Les atouts du bon manager selon Vincent Blanc, directeur d'Ismat consulting Sàrl
Reconnaissance «En plus de la reconnais-sance liée au volume du travail, de l'engagement, du statut de la fonction et de la rémunération, nous insistons sur la reconnaissance «existentielle». Les collaborateurs ont besoin d'être reconnus dans ce qu'ils traversent. Cela ne veut pas dire qu'ils attendent des solutions, mais simplement que le manager se rende compte de la situation et fasse preuve d'empathie.»
Feed-back «Le développement des compétences naît par l'augmentation des connaissances de soi. Plus on peut donner du feed-back à une personne qui évolue, dans les difficultés et les succès, plus la personne va réussir à passer la barre au-dessus. Le feed-back, c'est le carburant des compétences.»
Consultation-concertation «Etre un leader charismatique n'est pas donné à tout le monde. Le levier le plus important pour développer la motivation des équipes est d'intégrer les gens dans la boucle de décision. Et il n'y a pas de risque à consulter les gens. La décision peut au final rester unilatérale, mais elle est prise avec le respect de la personne.»

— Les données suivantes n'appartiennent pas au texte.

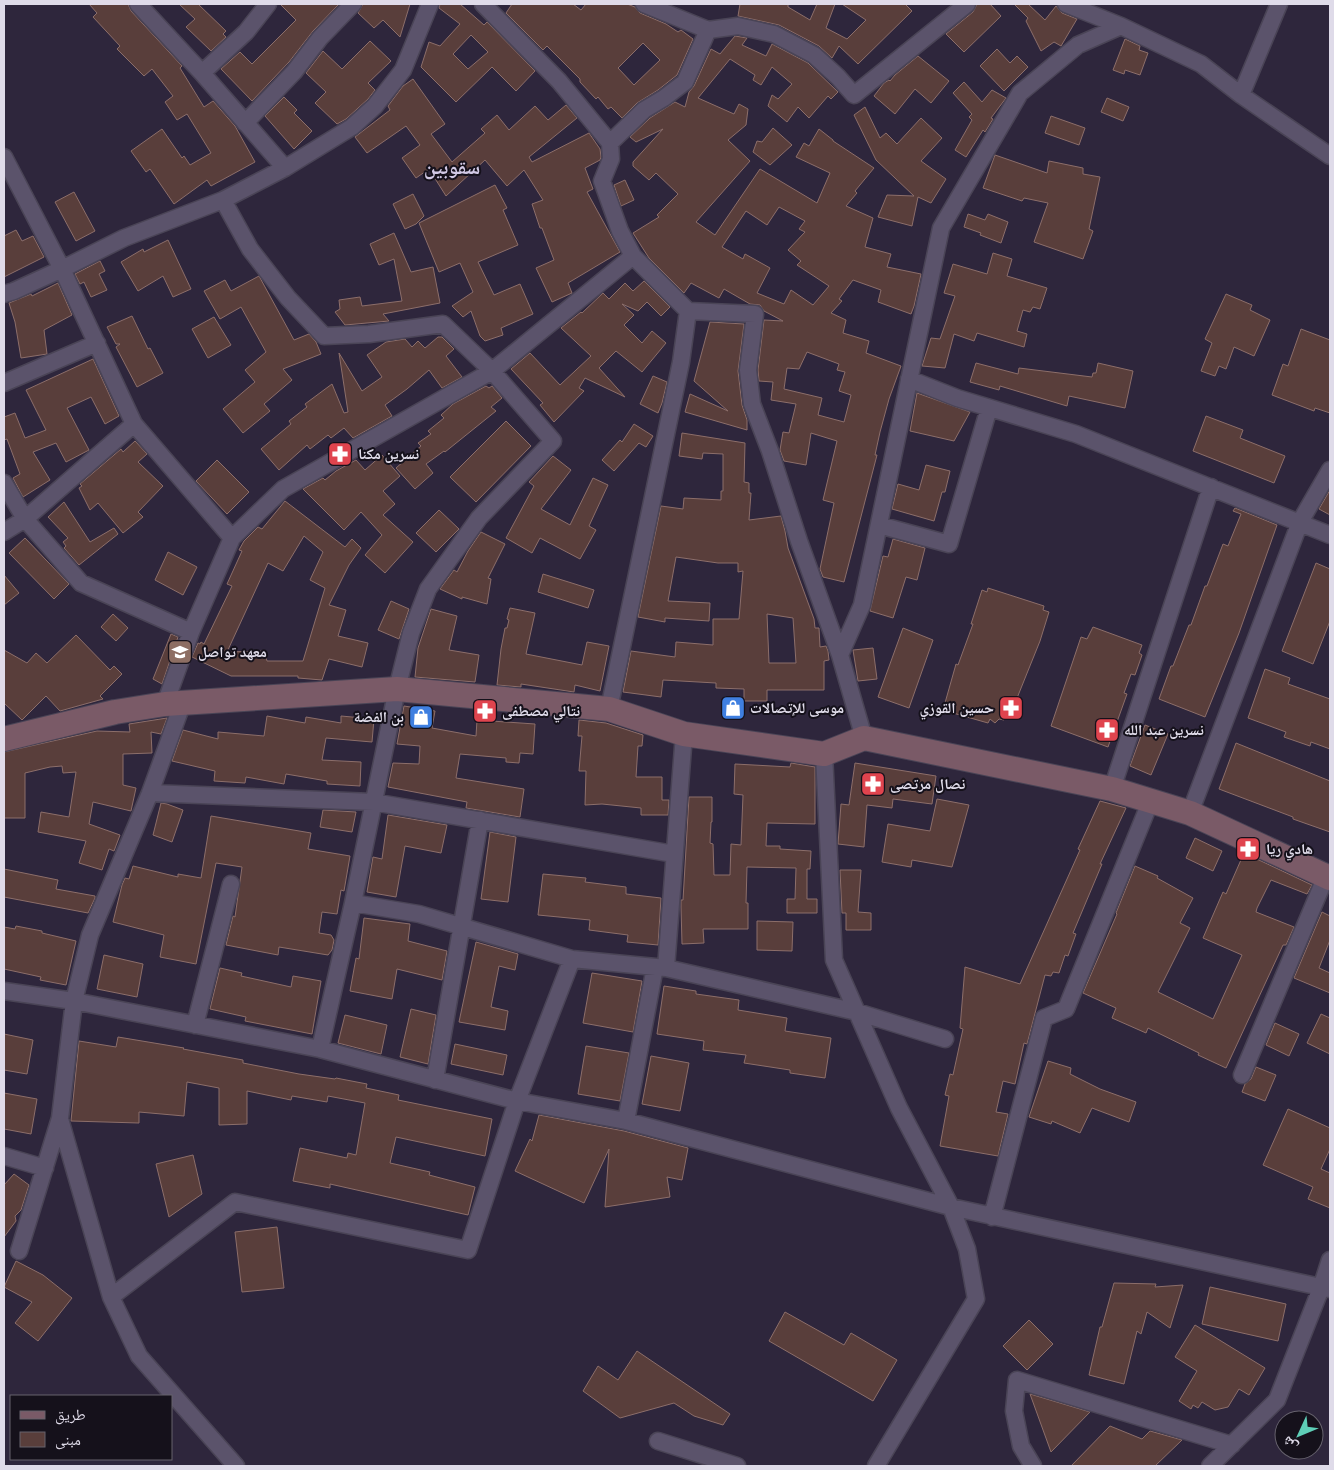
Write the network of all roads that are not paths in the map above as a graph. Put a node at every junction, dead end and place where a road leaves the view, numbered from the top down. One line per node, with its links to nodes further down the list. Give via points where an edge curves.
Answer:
1 (138, 4): 12 (street)
2 (268, 4): 12 (street, via 246,32)
3 (353, 4): 14 (street)
4 (430, 4): 18 (street, via 403,70 375,106 352,127)
5 (483, 4): 15 (street, via 559,81)
6 (644, 4): 11 (street)
7 (967, 4): 11 (street, via 854,95 814,55 774,34 738,26)
8 (1066, 4): 10 (street)
9 (1280, 4): 13 (street)
10 (1121, 26): 13 (street, via 1201,64); 26 (street, via 1078,45 1020,93 942,228)
11 (708, 30): 15 (street, via 685,82 644,110)
12 (202, 73): 14 (street)
13 (1241, 95): 16 (street)
14 (245, 123): 18 (street)
15 (610, 142): 20 (street, via 611,159 602,181)
16 (1330, 156)
17 (4, 157): 21 (street)
18 (285, 168): 19 (street)
19 (223, 200): 21 (street, via 124,238); 25 (street, via 250,249 288,298 324,336 369,334 443,324)
20 (633, 256): 23 (street); 25 (street)
21 (62, 269): 22 (street); 24 (street)
22 (4, 294)
23 (688, 311): 40 (street, via 754,314 748,370 752,404); 43 (street, via 681,362)
24 (97, 343): 27 (street); 29 (street)
25 (492, 371): 38 (street, via 283,489); 41 (street, via 553,440 479,518 428,589 411,633)
26 (909, 379): 28 (street); 35 (street)
27 (4, 383)
28 (989, 408): 32 (street, via 1076,434); 35 (street, via 949,544)
29 (134, 424): 33 (street); 38 (street)
30 (1330, 470): 34 (street)
31 (4, 483): 33 (street)
32 (1212, 487): 34 (street); 48 (street)
33 (25, 520): 36 (street); 39 (street, via 80,583)
34 (1300, 522): 37 (street); 52 (street)
35 (879, 526): 40 (street, via 862,605)
36 (4, 532)
37 (1330, 535)
38 (232, 538): 39 (street)
39 (191, 632): 42 (street)
40 (840, 656): 45 (street)
41 (397, 689): 42 (street); 43 (street); 51 (street)
42 (174, 703): 46 (street, via 115,712); 49 (street)
43 (609, 709): 44 (street)
44 (684, 734): 47 (street); 54 (street)
45 (864, 738): 47 (street); 48 (street)
46 (4, 739)
47 (824, 754): 63 (street, via 834,960)
48 (1112, 790): 50 (street)
49 (150, 793): 51 (street); 62 (street, via 90,935)
50 (1151, 800): 52 (street); 75 (street, via 1066,1009 1044,1018)
51 (373, 802): 53 (street); 57 (street)
52 (1190, 813): 55 (street)
53 (480, 820): 54 (street); 58 (street)
54 (674, 854): 60 (street)
55 (1328, 877): 67 (street)
56 (230, 884): 64 (street)
57 (353, 903): 58 (street, via 419,914); 66 (street)
58 (461, 926): 59 (street); 68 (street)
59 (572, 959): 60 (street); 69 (street)
60 (661, 967): 63 (street); 71 (street)
61 (4, 991): 62 (street)
62 (74, 1001): 64 (street); 70 (street)
63 (856, 1012): 65 (street); 74 (street, via 899,1108)
64 (195, 1025): 66 (street)
65 (945, 1039)
66 (320, 1049): 68 (street)
67 (1242, 1075)
68 (435, 1080): 69 (street)
69 (517, 1101): 71 (street); 79 (street, via 468,1250 235,1202)
70 (60, 1118): 73 (street); 79 (street)
71 (626, 1121): 74 (street)
72 (4, 1156): 73 (street)
73 (45, 1168): 76 (street)
74 (951, 1207): 75 (street); 84 (street, via 968,1250 976,1299)
75 (992, 1217): 78 (street)
76 (19, 1251)
77 (1330, 1260): 78 (street)
78 (1326, 1288): 81 (street, via 1277,1400)
79 (111, 1298): 82 (street, via 139,1356)
80 (658, 1441): 83 (street)
81 (1232, 1445): 85 (street, via 1017,1380 1014,1411 1021,1446); 86 (street)
82 (235, 1466)
83 (737, 1466)
84 (876, 1466)
85 (1033, 1466)
86 (1210, 1466)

Délégation «C'est l'art de mettre les gens au travail. Quand on est chef, on fait bosser les équipes. Il faut donc leur déléguer des missions, des tâches et des responsabilités. La délégation permet de descendre les projets et les changements dans l'organisation. La difficulté c'est que l'organisation va faire remonter des préoccupations du terrain et il y aura donc forcément une confrontation. Ce moment d'échange et de négociation fait trop souvent peur aux managers.»
Définition des attentes «Est-ce que vous savez ce qu'on attend de vous? Ce n'est pas évident. Il y a énormément de gens qui ne sont pas du tout au clair sur la nature de leur mission.»

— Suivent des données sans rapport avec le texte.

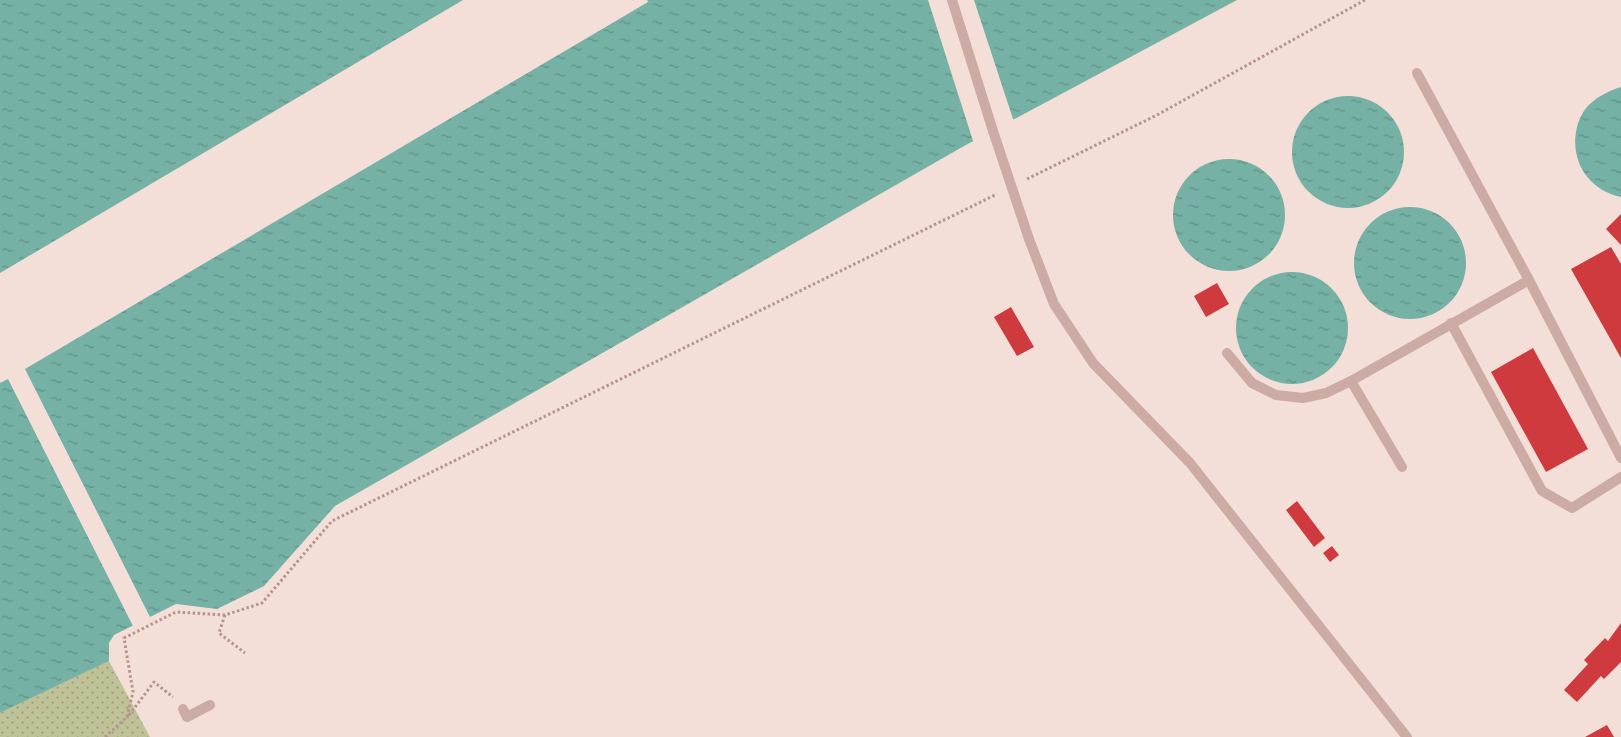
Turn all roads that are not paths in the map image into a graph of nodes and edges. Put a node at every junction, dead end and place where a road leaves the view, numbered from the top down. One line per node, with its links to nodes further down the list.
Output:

«Les RH ne sont pas sortis de l’auberge»
Le consultant Vincent Blanc sur le positionnement des RH dans l’organisation.
«Aujourd'hui, les responsables RH doivent sa- voir tout faire. On leur demande de gérer des projets, de mettre en place des nouvelles procédures, de clarifier et résoudre les questions relationnelles et de veiller à la performance des équipes. A côté de cela, ils récupèrent les problèmes des managers qui ne veulent plus assumer leurs responsabilités RH. Ils sont à la fois médiateurs, formateurs et assistants sociaux. Ils sont amenés à intervenir partout et du coup, ils ne font rien de bien. Dans nos audits, les RH sont très mal notés dans la perception qu'en ont les collaborateurs et les managers. A leurs yeux, les RH sont trop éloignés des réalités et des besoins du terrain. De l'autre côté, les managers rechignent à endosser les nouvelles responsabilités RH qui leur reviennent. En clair, nous observons qu'un nouveau positionnement des DRH - encore plus stratégiques et moins ‹RH pompiers› - est désormais impératif pour qu'ils puissent atteindre leurs objectifs. Mais jusqu'à ce que ce transfert de compétences soit clarifié, les RH ne seront pas sortis de l'auberge.»